_What this task involves_: Copy each line below in which the string "Dayaq" occurs.

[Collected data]

────────

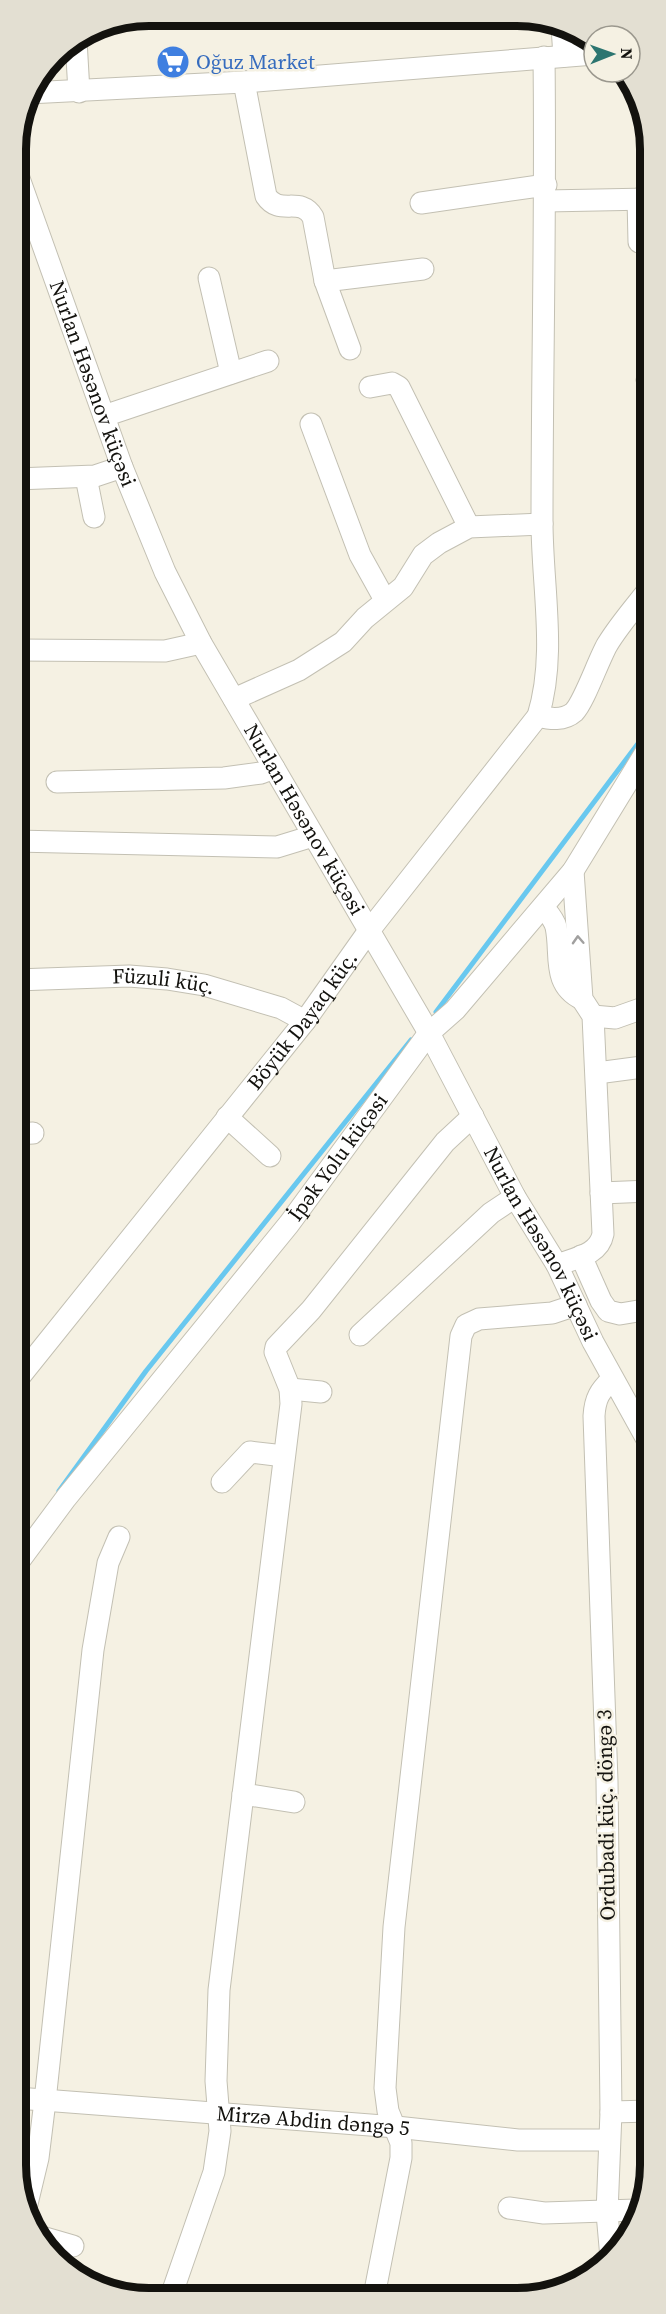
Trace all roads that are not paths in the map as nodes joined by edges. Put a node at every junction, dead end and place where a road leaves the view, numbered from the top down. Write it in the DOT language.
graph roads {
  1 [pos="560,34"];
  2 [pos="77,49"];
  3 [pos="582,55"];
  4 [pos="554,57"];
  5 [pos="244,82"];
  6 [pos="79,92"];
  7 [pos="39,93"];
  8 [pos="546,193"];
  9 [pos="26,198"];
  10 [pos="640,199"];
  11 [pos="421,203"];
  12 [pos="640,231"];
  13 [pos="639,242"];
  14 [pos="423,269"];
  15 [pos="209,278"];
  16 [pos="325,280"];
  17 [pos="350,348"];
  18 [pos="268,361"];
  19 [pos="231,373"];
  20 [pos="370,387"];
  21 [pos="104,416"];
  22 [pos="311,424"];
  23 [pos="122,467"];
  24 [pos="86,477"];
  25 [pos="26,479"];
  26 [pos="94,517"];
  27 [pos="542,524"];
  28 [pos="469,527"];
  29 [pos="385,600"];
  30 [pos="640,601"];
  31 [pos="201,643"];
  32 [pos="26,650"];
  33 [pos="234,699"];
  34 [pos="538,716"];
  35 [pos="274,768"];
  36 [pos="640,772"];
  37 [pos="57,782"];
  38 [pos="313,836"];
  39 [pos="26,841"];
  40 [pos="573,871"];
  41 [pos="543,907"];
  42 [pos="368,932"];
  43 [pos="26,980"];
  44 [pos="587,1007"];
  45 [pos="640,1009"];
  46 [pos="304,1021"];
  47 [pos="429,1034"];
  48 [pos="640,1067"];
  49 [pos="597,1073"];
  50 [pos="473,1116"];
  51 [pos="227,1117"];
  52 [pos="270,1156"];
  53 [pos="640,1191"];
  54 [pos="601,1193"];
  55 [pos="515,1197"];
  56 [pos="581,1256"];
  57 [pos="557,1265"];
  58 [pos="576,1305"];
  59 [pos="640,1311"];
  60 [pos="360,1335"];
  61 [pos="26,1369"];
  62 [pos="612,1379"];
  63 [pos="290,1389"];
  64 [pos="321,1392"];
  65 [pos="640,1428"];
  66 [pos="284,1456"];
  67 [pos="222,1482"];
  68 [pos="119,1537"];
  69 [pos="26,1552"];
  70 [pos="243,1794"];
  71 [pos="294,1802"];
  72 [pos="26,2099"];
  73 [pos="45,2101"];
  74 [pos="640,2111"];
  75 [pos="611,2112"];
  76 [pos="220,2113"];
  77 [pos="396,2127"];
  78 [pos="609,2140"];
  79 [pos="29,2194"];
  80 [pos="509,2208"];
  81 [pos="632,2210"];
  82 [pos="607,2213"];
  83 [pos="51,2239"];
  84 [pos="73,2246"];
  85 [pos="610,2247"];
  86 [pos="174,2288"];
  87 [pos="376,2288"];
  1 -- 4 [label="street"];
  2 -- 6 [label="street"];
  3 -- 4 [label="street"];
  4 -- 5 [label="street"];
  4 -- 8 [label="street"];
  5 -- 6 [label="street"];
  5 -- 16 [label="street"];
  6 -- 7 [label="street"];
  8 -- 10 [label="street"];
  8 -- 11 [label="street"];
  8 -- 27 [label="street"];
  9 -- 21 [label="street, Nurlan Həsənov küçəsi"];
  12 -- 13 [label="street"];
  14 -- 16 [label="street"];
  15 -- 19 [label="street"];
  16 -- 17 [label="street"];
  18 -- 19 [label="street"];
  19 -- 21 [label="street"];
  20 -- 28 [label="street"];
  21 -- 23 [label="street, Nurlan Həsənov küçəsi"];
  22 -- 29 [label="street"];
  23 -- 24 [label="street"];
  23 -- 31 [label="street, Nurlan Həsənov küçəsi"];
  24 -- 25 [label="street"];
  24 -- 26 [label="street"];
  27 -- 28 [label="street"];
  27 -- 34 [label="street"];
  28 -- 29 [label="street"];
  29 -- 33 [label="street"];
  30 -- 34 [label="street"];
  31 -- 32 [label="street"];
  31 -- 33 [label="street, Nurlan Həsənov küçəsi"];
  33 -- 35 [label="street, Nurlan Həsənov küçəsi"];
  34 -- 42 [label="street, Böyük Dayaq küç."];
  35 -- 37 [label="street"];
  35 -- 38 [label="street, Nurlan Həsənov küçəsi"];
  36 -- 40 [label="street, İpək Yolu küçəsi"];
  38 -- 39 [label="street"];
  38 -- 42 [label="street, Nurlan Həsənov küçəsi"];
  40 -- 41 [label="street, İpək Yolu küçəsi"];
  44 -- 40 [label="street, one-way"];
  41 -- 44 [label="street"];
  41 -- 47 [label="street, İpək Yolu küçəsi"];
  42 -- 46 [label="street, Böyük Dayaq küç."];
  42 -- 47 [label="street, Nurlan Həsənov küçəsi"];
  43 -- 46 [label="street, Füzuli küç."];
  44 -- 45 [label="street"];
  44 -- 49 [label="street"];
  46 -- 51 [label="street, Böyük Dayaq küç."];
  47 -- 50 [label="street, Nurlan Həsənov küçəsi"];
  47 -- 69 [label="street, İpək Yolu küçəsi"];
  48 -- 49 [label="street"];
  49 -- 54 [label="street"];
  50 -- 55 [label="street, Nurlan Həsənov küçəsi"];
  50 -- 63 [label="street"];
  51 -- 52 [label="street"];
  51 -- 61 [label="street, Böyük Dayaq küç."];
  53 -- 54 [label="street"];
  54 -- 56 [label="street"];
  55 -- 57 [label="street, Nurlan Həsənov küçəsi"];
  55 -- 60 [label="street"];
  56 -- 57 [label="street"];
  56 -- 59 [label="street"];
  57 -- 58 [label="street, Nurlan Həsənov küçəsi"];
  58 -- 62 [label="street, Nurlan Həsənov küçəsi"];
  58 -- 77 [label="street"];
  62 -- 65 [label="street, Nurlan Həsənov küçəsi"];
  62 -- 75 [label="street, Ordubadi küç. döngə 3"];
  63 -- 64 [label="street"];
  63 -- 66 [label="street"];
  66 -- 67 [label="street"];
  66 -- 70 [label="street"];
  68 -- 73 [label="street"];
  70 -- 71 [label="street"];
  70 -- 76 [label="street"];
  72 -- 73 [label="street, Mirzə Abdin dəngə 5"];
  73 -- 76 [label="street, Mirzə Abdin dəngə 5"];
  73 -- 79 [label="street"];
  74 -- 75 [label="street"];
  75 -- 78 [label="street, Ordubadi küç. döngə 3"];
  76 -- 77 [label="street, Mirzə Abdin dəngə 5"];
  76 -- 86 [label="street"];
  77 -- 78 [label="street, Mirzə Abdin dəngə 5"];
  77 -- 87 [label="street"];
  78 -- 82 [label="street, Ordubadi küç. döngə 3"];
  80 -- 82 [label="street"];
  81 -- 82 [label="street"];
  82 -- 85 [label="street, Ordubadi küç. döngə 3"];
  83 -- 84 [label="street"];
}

────────

_Answer space_:
  34 -- 42 [label="street, Böyük Dayaq küç."];
  42 -- 46 [label="street, Böyük Dayaq küç."];
  46 -- 51 [label="street, Böyük Dayaq küç."];
  51 -- 61 [label="street, Böyük Dayaq küç."];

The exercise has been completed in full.